05. API Key Management
Chapter 5 of 16 · 15 min
API keys protect your services but become attack surfaces if mishandled. Proper key management follows the principle of least privilege: keys should have minimal scope, expire quickly, and never appear in code or logs.
Generating secure keys:
# Generate a 256-bit random key formatted for readability
openssl rand -hex 32
# Generate multiple keys with prefixes for identification
for env in dev staging prod; do
echo "${env}:$(openssl rand -hex 32)"
done > ~/.ai/secrets/keys
chmod 600 ~/.ai/secrets/keys
Key rotation strategies:
Rotate keys on a schedule (monthly for sensitive services) and immediately upon suspected compromise. Implement key versioning so old keys remain valid during transition:
# Key rotation implementation
import time
class KeyStore:
def __init__(self):
self.keys = {} # {key_id: {secret_hash, created, expires, scopes}}
def add_key(self, key_id: str, secret: str, ttl_days: int = 30,
scopes: list[str] = None):
self.keys[key_id] = {
"secret_hash": hashlib.sha256(secret.encode()).hexdigest(),
"created": time.time(),
"expires": time.time() + (ttl_days * 86400),
"scopes": scopes or ["read"]
}
def verify(self, key_id: str, secret: str, required_scope: str = None) -> bool:
key = self.keys.get(key_id)
if not key:
return False
if time.time() > key["expires"]:
return False
if hashlib.sha256(secret.encode()).hexdigest() != key["secret_hash"]:
return False
if required_scope and required_scope not in key["scopes"]:
return False
return True
Storage anti-patterns to avoid:
- Never store keys in source code (even private repos)

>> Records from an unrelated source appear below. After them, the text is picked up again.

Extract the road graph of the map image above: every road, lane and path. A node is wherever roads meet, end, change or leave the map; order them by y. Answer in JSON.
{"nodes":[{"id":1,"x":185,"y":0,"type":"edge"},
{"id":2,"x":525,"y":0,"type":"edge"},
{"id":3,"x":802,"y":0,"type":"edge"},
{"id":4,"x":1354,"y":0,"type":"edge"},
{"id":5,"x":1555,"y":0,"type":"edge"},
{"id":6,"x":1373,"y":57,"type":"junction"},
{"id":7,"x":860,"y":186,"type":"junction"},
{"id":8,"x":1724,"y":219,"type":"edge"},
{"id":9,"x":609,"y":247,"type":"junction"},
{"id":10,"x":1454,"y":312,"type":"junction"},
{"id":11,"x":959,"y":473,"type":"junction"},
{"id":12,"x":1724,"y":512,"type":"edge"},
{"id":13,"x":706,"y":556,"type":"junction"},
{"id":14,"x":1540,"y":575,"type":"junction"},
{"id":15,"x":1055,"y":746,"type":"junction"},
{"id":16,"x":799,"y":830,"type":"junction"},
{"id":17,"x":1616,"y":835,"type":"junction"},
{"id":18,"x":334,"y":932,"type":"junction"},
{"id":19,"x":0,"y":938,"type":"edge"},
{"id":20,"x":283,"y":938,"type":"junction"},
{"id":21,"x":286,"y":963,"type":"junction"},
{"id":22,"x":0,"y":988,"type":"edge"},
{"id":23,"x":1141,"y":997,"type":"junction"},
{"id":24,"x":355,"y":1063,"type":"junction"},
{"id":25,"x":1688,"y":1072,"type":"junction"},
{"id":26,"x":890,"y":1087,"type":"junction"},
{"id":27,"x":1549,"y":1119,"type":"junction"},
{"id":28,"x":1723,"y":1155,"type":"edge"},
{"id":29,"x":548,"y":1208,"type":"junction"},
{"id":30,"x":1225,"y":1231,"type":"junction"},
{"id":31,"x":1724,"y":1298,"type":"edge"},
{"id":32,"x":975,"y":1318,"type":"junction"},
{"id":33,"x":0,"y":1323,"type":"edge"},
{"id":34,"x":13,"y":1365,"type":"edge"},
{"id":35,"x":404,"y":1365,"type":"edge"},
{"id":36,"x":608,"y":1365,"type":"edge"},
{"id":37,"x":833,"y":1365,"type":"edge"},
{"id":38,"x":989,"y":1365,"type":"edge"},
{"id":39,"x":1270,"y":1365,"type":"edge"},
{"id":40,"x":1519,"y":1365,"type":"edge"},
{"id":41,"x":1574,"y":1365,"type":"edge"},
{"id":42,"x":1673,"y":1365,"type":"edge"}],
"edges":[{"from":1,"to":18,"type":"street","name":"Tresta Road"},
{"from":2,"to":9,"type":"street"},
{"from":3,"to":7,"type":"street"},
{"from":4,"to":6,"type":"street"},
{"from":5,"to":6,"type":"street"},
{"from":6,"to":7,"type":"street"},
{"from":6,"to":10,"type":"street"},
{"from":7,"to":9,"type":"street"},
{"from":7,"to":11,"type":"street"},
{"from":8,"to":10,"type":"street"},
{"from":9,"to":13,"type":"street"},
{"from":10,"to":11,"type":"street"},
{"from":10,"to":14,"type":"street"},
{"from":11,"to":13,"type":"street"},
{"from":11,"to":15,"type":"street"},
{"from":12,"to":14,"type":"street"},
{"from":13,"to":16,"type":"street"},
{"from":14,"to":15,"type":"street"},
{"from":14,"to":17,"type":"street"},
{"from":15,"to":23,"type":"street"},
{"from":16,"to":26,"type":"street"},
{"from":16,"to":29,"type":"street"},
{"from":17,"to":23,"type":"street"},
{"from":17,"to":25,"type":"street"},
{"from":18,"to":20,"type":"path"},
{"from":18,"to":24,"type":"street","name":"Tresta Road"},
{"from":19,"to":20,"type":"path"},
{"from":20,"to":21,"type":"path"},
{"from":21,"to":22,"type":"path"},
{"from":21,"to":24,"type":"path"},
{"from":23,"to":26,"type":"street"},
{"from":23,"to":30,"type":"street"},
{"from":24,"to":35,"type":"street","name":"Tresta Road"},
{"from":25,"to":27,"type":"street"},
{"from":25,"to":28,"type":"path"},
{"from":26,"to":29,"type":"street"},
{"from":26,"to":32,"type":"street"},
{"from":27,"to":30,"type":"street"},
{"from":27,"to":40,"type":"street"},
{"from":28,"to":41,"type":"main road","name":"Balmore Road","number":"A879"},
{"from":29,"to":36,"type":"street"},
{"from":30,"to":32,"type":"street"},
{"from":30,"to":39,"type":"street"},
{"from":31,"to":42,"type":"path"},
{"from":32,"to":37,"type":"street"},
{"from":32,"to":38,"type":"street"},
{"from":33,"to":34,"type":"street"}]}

- Never log keys (sanitize logs to redact them)
- Never embed keys in Docker images or container configs
- Never share keys via Slack, email, or Slack
Secure storage options:
- Environment variables loaded from secrets manager at startup
- HashiCorp Vault, AWS Secrets Manager, or similar dedicated secrets storage
- Local file with restrictive permissions (600) on POSIX systems
- Encrypted file using gpg or age
EXERCISE
Audit your current API keys. For each key, write down: creation date, last rotation, storage location, and rotation plan. Create a script that alerts you 7 days before keys expire.